Welcome to our website !

Tentang Sesuatu

Segalau apapun, pasti tetap tentang sesuatu, entah Tempat atau Teman, entah Pendapat atau Pengalaman.

Surat dari Praha: Cinta, Musik, Sejarah

By Minggu, April 24, 2016 ,

Ijinkan saya bertanya, di sepertiga tahun 2016 ini, film Indonesia apa yang sudah Anda tonton di bangku bioskop? Kalau saya, "Surat dari Praha" adalah jawabannya. Saya tidak menyesal bahkan faktanya saya begitu terkesan.

Film yang sahabat saya pilih ini merupakan sebuah film yang diinspirasi sebuah kisah nyata. Saya setuju dengan pilihannya dan kami segera bergegas menuju bangku B9-B10 ditemani seporsi kecil pop corn yang agak kelewat asin.

Awal kisah dimulai dari pesan almarhum Sulastri yang diperankan oleh Widyawati kepada anak gadisnya, Larasati, yang diperankan oleh Julie Estelle untuk menghantarkan sebuah kotak dan sepucuk surat untuk Jaya yang dimainkan apik oleh Tyo Pakusadewo di Praha. Berbeda dengan film lain yang menjadikan negera lain menjadi latar, film ini saya acungi jempol karena memperlihatkan sisi sehari-hari sebuah negara dan bukan hanya disorot bagian indahnya saja. Bertabur bintang dengan kemampuan akting sangat natural menambah pesona film ini.

Secara alur dan permainan konflik memang cenderung datar, sehingga kesan dramatisasi klimaks jauh dari film ini. Semua disodorkan alami dan membuat saya sebagai penonton menikmati setiap jengkal permainan kalimat indah namun penuh bobot pesan. Kesempatan jeli mendengar setiap kutipan di film ini akhirnya membuat saya semakin mencintai bahasa persatuan kita: bahasa Indonesia.

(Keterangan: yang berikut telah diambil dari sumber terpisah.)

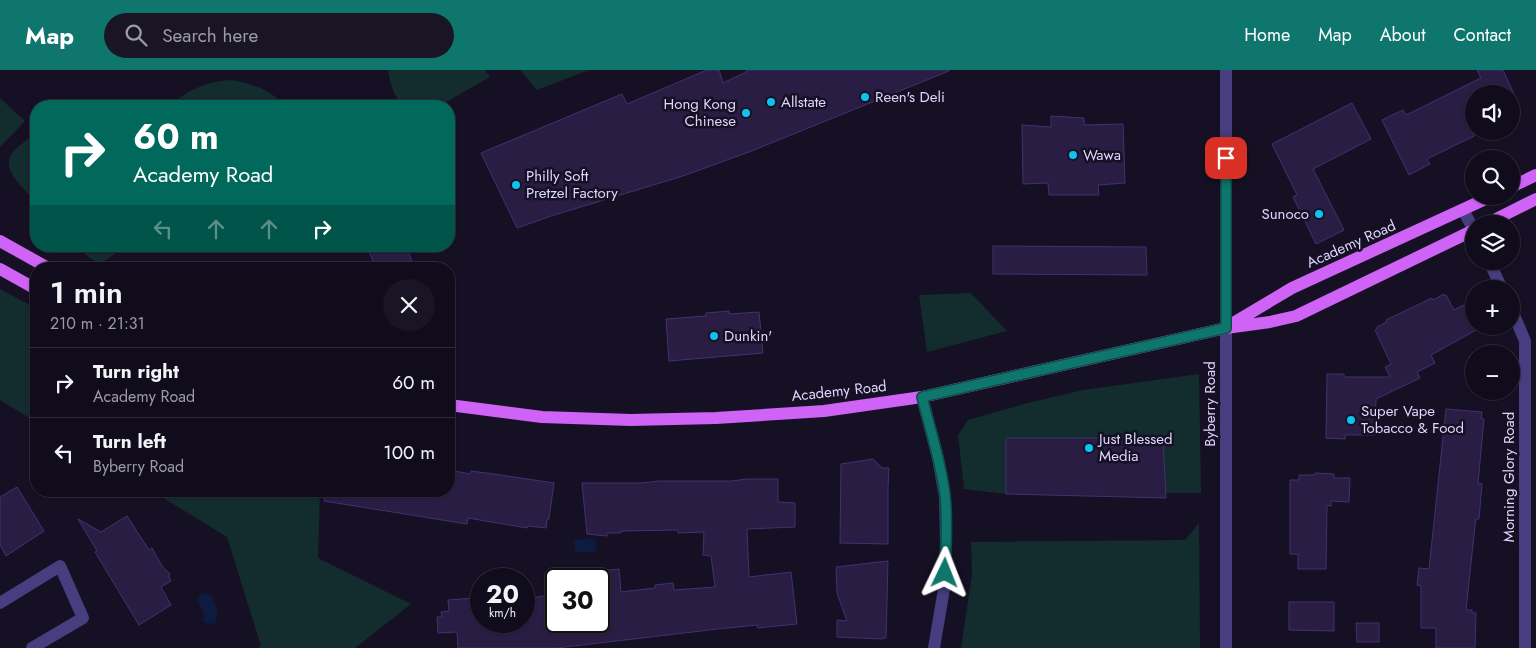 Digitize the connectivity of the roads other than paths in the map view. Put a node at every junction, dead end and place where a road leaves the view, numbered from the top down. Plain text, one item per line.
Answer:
1 (1226, 70) edge
2 (1536, 175) edge
3 (1520, 183) edge
4 (1536, 199) edge
5 (1474, 205) edge
6 (1464, 210) junction
7 (1466, 215) edge
8 (1504, 215) edge
9 (1465, 234) edge
10 (0, 241) edge
11 (38, 262) edge
12 (0, 269) edge
13 (30, 286) edge
14 (1226, 328) junction
15 (1520, 329) edge
16 (922, 397) junction
17 (455, 406) edge
18 (0, 603) edge
19 (32, 648) edge
20 (934, 648) edge
21 (1226, 648) edge
22 (1525, 648) edge

1 - 14 street, Byberry Road
2 - 3 main road
4 - 8 main road
5 - 6 main road, Academy Road
6 - 7 street
6 - 14 main road, Academy Road
9 - 14 main road, Academy Road
10 - 11 main road
12 - 13 main road
14 - 16 main road, Academy Road
14 - 21 street, Byberry Road
15 - 22 street, Morning Glory Road
16 - 17 main road, Academy Road
16 - 20 street
18 - 19 street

Lewat film ini saya begitu mengagumi beberapa fakta sejarah perpolitikan Indonesia yang membuat saya bergelut antara sedih, marah, dan simpatik. Om Jaya merupakan satu di antara banyaknya nasionalis Indonesia yang akhirnya terasingkan bahkan kehilangan kewarganegaraan karena menolak orde baru.

Larasati : apakah Om pernah menyesal dengan pilihan Om?

Om Jaya : tidak pernah. Saya melakukannya dengan kesadaran sehingga tidak perlu ada yang disesalkan. Memang begitu harga keyakinan, harus mahal, tidak boleh murah. Semakin mahal semakin berharga.

Adegan itu membuat saya terkagum akan banyak tokoh di masa perjuangan Indonesia yang begitu mantab akan keyakinannya, bukan nyaman di zona abu-abu. Di adegan yang lain saya dipaksa berdecak kagum menyimak kisah om Jaya dan tiga kawan Indonesia yang mengalami nasib serupa. Mereka dahulu naik kapal dari Medan melewati terusan Suez hingga sampai ke Praha, mendapatkan beasiswa. Sampai akhirnya berkecamuk transisi rezim dan membuat mereka berempat mantab menolak orde baru.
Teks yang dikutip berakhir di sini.